Farkında olmadan tırnaklarını koparıyor başındaki ağrı dayanılmaz oluyordu. Başı önünde dururken hızlıca sesli bir nefes alıp yerinden kalktı. Gizem, hemen arkasından gidip kolunu tuttu.



"Abi içeri giremezsin. Sakin olur musun? Böyle yapınca zaman hızlı ilerlemeyecek."


Peri, öfke dolu gözlerle bakıp kolunu hızla çekti.



"Biliyorum ve bir daha bana sakin olmamı söyleme! Babam kaç zamandır içeride ve çıkmadı. Onur da haber vermiyor ve beklemek istemiyorum artık!"


Gizem, sakin olmaya çalışıp ellerini kaldırdı, gözlerini kapatıp durdu birkaç saniye.



"Bak, tamam, şimdi ne desem olmaz ama elimden gelen bir şey olsa yapacağım.

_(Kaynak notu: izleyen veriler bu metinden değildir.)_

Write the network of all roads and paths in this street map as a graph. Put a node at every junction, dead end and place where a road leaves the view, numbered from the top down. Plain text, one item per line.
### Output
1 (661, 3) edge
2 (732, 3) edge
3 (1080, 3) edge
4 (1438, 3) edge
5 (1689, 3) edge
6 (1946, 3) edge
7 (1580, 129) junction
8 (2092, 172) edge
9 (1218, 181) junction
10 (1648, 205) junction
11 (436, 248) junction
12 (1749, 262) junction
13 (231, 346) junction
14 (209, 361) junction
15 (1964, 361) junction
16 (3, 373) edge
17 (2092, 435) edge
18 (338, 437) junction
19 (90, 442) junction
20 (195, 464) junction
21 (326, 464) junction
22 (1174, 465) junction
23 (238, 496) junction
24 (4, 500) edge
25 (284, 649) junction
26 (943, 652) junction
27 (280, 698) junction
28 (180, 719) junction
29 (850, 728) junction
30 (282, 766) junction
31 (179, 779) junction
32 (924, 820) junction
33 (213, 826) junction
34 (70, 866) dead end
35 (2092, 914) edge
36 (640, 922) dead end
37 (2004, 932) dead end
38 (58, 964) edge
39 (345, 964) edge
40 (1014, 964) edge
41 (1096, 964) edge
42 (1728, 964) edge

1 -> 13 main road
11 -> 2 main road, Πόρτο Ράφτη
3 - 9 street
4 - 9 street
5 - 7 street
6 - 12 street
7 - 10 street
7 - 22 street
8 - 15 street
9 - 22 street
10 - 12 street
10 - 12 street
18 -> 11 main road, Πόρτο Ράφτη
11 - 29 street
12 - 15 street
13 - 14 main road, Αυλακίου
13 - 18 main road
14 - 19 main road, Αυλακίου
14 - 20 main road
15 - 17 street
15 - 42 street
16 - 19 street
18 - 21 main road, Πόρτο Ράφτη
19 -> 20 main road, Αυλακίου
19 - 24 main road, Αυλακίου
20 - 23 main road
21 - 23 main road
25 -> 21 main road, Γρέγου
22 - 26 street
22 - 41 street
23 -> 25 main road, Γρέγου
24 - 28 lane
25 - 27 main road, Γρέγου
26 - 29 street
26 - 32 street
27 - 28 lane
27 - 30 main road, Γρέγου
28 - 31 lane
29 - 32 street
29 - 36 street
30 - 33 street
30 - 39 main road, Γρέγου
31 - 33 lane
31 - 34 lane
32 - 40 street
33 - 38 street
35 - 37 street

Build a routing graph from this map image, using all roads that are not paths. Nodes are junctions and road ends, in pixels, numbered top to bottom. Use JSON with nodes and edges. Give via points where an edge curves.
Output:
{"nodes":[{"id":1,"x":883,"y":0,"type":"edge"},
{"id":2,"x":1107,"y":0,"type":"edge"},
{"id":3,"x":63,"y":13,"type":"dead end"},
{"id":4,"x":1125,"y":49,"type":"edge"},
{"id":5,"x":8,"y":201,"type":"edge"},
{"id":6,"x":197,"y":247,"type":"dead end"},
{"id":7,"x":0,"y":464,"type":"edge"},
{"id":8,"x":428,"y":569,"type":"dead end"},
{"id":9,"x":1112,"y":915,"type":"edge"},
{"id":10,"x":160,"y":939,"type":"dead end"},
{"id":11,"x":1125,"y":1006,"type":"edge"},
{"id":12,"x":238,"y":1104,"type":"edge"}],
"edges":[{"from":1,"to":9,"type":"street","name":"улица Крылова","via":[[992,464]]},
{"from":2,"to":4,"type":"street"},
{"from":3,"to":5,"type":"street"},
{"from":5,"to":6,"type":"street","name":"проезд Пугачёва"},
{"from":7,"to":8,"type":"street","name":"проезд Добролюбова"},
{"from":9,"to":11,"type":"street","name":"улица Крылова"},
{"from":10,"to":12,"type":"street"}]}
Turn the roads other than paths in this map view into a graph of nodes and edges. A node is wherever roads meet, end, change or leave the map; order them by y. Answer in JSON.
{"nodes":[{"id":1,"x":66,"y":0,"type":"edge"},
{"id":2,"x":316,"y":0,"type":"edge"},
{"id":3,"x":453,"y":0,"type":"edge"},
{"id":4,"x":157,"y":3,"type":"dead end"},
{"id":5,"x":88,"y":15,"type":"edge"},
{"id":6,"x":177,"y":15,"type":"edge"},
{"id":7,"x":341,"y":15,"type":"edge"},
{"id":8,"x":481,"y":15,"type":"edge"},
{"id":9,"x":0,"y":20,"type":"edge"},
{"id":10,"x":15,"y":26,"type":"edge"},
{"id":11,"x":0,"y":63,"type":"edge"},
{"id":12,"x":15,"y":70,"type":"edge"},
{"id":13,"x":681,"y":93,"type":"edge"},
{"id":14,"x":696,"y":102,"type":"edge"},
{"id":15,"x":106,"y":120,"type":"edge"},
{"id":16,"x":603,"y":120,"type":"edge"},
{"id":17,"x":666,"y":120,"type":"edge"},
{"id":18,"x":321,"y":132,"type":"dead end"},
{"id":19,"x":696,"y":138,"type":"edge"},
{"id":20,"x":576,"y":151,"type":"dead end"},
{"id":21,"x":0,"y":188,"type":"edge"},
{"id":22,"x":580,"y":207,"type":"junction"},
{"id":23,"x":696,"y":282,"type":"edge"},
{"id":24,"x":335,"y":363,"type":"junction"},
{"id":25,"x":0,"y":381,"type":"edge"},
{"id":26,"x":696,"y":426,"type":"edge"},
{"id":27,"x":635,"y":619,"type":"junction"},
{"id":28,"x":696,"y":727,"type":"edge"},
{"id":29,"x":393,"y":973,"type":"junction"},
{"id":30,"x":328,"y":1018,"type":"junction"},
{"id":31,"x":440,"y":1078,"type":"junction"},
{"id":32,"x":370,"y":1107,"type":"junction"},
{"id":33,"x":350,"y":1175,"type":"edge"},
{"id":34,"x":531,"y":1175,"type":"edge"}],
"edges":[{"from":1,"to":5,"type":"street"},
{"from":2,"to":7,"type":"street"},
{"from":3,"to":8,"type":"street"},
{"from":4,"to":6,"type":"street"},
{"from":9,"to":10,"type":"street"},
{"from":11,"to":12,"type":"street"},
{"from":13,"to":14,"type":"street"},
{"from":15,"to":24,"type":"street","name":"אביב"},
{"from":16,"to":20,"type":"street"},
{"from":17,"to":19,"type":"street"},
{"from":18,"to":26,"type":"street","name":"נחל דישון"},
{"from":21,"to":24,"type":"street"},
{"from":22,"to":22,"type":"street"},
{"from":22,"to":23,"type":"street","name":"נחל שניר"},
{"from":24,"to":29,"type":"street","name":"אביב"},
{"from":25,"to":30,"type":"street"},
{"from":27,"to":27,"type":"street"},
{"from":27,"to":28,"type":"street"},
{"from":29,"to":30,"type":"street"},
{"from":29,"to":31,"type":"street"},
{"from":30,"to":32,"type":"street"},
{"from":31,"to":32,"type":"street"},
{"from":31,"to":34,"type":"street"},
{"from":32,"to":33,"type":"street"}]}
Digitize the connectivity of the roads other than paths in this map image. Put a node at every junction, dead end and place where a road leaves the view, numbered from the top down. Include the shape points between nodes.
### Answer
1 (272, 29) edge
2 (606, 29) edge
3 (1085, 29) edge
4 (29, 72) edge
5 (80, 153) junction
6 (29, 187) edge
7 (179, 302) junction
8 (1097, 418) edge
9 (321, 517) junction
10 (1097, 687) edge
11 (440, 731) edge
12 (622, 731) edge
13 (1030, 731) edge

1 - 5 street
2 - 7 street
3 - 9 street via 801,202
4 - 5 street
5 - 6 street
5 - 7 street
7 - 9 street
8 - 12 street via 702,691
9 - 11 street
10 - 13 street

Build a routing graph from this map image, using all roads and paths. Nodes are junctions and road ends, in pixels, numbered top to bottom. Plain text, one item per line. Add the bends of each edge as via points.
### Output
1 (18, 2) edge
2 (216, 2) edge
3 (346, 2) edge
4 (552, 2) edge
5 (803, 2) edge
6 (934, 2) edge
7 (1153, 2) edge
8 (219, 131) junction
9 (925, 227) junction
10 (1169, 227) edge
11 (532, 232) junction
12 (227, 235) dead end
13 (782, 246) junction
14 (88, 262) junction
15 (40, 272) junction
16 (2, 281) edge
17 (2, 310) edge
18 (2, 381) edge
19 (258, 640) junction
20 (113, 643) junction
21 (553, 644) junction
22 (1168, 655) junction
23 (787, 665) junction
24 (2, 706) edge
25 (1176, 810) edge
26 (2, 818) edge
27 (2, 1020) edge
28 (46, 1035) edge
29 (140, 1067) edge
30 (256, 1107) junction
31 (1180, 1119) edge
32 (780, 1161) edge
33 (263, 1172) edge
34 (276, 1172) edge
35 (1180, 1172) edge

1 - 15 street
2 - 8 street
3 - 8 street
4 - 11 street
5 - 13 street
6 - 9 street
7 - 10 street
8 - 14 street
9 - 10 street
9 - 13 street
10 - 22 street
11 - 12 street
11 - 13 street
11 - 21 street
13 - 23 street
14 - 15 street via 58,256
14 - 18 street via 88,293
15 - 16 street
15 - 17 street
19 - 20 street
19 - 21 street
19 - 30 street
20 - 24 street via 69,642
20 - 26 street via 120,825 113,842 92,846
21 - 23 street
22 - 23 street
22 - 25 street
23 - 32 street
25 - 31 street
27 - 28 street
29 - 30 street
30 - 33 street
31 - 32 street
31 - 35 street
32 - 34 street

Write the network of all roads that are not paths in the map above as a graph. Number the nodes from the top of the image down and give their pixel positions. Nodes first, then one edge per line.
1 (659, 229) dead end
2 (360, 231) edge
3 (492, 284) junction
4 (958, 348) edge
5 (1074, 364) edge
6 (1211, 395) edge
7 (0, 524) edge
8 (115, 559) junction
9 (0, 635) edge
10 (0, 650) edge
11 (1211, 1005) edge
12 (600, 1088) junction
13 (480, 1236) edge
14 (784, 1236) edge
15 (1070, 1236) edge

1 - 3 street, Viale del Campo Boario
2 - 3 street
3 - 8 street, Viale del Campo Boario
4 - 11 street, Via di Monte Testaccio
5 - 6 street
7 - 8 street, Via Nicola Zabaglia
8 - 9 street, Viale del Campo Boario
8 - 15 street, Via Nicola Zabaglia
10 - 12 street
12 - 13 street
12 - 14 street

Yok işte, sakin ol demekten başka, yanında olmaktan başka elimden gelen bir şey yok! Şimdi gidiyorum, kahve alıp geleceğim bu arada sen de biraz kendine gelirsin."


Gizem, hızla giderken Peri arkasından anlamsız bir ifadeyle bakıp kaldı. Açılan kapının sesini duyunca hızla oraya yöneldi. Kapıdan çıkan polise meraklı gözlerle bakarken...



"Peri Hanım, babanız burada kalacak."


"Ne demek o? Nasıl kalacak, Onur nerede?"


Memur, bir şey konuşmak istese de Peri'nin başı uğuldamaya başladı. Odadan çıkan babasını ve Onur'u görünce heyecanla yanına giderken birden durdu. Çünkü babasına ve Onur'a kelepçe takılmıştı. Ağzı açık kalırken aldığı nefesi veremedi.



"Peri sen eve git. Avukatımla görüştüm her şeyi halledeceğiz."


"Sen" dedi daha fazla konuşamadı. Babasıyla göz göze gelince gözleri doldu ânında. Hemen gidip sarıldı. "Ben hiçbir şey anlamadım, baba neler oluyor?"


Haluk, kıpkırmızı olmuş gözlerle bakarken gözlerini kaçırdı. Neyi, nasıl açıklayacaktı ki...?




"Şirkette büyük bir yolsuzluk olmuş ve tüm hepsini ben yapmış gibi görünüyorum."

Peri'nin göz bebekleri kaskatı kesildi. Yolsuzluk ve babası yan yana aynı cümlede bile geçemezdi...


"Sen yolsuzluk yapanlara engel oldun hep, nasıl olur bu?"


"İspatlayamıyorum Peri, çünkü benim imzam var altında. Ama gerçek ortaya çıkacak merak etme."


"Peri Hanım, babanız ve Onur Bey bu gece bizimle kalacaklar. Sizin burada beklemenizin bir anlamı yok."


Peri, duymamış gibi Onur'a doğru yöneldi.


"Senin ne alakan var?"


Onur, kıpkırmızı olmuş gözlerle bakarken başını dimdik tutup Peri'ye yaklaştı, kelepçeli elleriyle elini tuttu.